Седых переходит к нам. И сразу все хозяйство переходит в его руки. Ругается с сестрой-хозяйкой из-за чистого белья, разносит хлеб, ремонтирует репродуктор — где-то и этому научился, растапливает печку, достает где-то роскошную 12-линейную лампу. Ни минуты спокойно не сидит.

— Я вам там белье чистое достал. Под подушку положил. С пуговицами.

Или:

— В тумбочку я сметаны баночку поставил. Густая, хорошая.

По субботам мы ходим с ним в баню, и там он мылит мне левой рукой спину, добираясь чуть ли не до самых ребер, а я скребу ему голову и помогаю натягивать рубаху.

И все это получается у него как-то весело, бодро, без всякой навязчивости.

По вечерам после ночной сводки, когда постепенно все засыпают и только в коридоре шушукаются парочки, Седых забирается с ногами ко мне на койку и начинаются бесконечные разговоры обо всем, что за день приходит ему в голову. Включается, конечно, и Никодим Петрович — он страдает бессонницей и никак не может заснуть. Удивительно много он все-таки знает, этот старый счетовод. Когда по радио передают Указ об учреждении специальных медалей за оборону Сталинграда, Одессы и Ленинграда, он нам читает целую лекцию об орденах, из которой мы узнаем, что полному георгиевскому кавалеру (четыре креста, четыре медали) даже генерал первым козырять должен был, что кавалеров английского ордена Бани не может быть больше восьмидесяти шести, и что единственный русский, получивший этот орден, был Барклай-де-Толли, и что орден Подвязки носится под левой коленкой и только по большим праздникам, и еще целую уйму вещей, которых мы бы никогда и не узнали, если б не лежали с ним в одной палате.
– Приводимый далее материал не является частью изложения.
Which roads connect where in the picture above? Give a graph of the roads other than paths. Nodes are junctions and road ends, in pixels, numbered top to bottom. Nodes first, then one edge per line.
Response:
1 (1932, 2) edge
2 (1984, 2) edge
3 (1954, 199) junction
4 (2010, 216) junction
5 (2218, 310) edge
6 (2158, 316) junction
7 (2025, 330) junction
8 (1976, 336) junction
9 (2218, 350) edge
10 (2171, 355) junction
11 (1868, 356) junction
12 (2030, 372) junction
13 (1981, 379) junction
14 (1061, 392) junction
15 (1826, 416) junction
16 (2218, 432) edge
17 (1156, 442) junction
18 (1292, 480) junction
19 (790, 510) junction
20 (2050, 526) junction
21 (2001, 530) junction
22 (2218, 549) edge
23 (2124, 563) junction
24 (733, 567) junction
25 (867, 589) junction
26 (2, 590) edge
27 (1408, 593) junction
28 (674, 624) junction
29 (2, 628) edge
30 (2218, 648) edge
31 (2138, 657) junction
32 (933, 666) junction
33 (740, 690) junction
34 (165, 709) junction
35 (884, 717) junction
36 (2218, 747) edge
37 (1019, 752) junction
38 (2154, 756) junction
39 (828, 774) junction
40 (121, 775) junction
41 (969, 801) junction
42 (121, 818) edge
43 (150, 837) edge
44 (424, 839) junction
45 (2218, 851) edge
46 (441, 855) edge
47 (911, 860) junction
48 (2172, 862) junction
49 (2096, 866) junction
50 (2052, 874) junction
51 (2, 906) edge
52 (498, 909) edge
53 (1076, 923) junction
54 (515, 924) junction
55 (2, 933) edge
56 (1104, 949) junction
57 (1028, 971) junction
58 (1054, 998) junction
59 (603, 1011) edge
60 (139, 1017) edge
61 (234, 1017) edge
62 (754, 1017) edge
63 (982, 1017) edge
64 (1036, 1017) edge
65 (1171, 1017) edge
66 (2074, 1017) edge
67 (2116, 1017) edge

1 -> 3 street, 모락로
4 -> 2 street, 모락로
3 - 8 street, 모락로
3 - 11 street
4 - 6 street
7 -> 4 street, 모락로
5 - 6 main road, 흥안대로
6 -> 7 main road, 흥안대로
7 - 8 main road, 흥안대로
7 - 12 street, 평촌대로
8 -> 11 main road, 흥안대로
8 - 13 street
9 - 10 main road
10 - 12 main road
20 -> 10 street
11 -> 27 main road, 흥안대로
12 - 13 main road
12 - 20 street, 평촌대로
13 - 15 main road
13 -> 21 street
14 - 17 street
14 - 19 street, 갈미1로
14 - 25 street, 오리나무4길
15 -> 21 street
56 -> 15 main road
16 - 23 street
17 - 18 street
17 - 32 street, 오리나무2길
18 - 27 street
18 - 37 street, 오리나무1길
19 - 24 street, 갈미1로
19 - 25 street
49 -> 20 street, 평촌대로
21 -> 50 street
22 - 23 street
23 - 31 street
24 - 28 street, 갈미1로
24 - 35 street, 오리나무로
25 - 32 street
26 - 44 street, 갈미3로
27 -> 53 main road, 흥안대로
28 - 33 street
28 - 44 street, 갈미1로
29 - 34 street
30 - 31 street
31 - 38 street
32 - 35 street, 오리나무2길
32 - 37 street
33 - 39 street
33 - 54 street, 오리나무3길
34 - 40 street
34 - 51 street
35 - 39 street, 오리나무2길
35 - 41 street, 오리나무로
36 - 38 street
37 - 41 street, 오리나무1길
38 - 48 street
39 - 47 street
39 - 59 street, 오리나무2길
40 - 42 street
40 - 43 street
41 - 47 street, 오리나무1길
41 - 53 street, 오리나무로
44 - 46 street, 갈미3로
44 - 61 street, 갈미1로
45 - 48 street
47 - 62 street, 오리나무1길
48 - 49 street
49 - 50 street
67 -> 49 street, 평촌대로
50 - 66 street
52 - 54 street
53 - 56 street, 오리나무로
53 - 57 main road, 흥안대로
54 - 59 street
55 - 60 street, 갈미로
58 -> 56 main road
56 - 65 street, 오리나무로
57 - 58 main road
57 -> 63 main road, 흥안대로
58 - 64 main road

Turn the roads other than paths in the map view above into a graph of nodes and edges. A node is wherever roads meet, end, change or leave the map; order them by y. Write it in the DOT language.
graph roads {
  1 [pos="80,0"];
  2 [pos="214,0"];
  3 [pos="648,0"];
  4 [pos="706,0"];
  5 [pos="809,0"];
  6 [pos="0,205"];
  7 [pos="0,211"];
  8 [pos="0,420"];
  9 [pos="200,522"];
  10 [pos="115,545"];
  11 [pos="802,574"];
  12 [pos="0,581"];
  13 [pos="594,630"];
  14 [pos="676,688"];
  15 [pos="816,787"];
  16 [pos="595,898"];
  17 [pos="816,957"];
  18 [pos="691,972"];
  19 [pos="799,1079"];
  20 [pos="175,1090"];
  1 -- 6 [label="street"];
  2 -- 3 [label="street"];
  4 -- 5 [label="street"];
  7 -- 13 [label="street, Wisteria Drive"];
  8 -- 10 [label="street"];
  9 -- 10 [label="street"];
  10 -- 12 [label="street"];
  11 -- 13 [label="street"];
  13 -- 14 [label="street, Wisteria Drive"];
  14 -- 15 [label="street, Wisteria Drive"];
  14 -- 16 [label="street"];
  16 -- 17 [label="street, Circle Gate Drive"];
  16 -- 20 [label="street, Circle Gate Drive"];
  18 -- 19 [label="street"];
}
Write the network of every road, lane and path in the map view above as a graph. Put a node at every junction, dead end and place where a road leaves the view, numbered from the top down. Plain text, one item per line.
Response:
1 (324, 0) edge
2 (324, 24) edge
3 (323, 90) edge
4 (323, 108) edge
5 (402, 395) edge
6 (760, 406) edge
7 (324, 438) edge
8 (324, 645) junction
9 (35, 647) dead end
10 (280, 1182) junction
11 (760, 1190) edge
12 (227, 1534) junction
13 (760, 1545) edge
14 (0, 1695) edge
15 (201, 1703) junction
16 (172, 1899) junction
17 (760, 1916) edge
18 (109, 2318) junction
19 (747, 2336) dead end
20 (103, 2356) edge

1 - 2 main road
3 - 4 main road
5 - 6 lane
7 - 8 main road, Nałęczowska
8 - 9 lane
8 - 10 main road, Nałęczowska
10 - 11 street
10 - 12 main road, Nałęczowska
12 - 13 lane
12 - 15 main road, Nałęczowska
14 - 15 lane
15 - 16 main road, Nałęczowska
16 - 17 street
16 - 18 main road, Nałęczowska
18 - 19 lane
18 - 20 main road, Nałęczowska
Так проходит декабрь — тихий, снежный, с бесконечными вечерами и мохнатыми, точно плющом обросшими, белоснежными окнами.

Незаметно и Новый год подобрался. Новый год… Где я его встречал в последний раз? В Пичуге, что ли? В занесенной снегом Пичуге, на берегу Волги, в запасном батальоне. Я дежурил тогда по батальону. Дремал над телефоном. Караульный начальник позвонил и поздравил и счастья пожелал. Вот и все. Помню только, что был сильный мороз, и луна была в ореоле, и ноги мерзли…

А еще год назад где? В Киеве. У Люси. Народу совсем немного было. Человек пять или шесть. Я, Люся, Толька Янсон, Венька Любомирский, Лариса и Люба. Мы пили "Абрау-Дюрсо", ели хрусты и струдель с маком. Потом играли в шарады, и почему-то было страшно весело и смешно. А потом взяли у соседского мальчика санки и чуть не до самого утра катались с Нестеровской горки, пока у санок не отскочили полозья…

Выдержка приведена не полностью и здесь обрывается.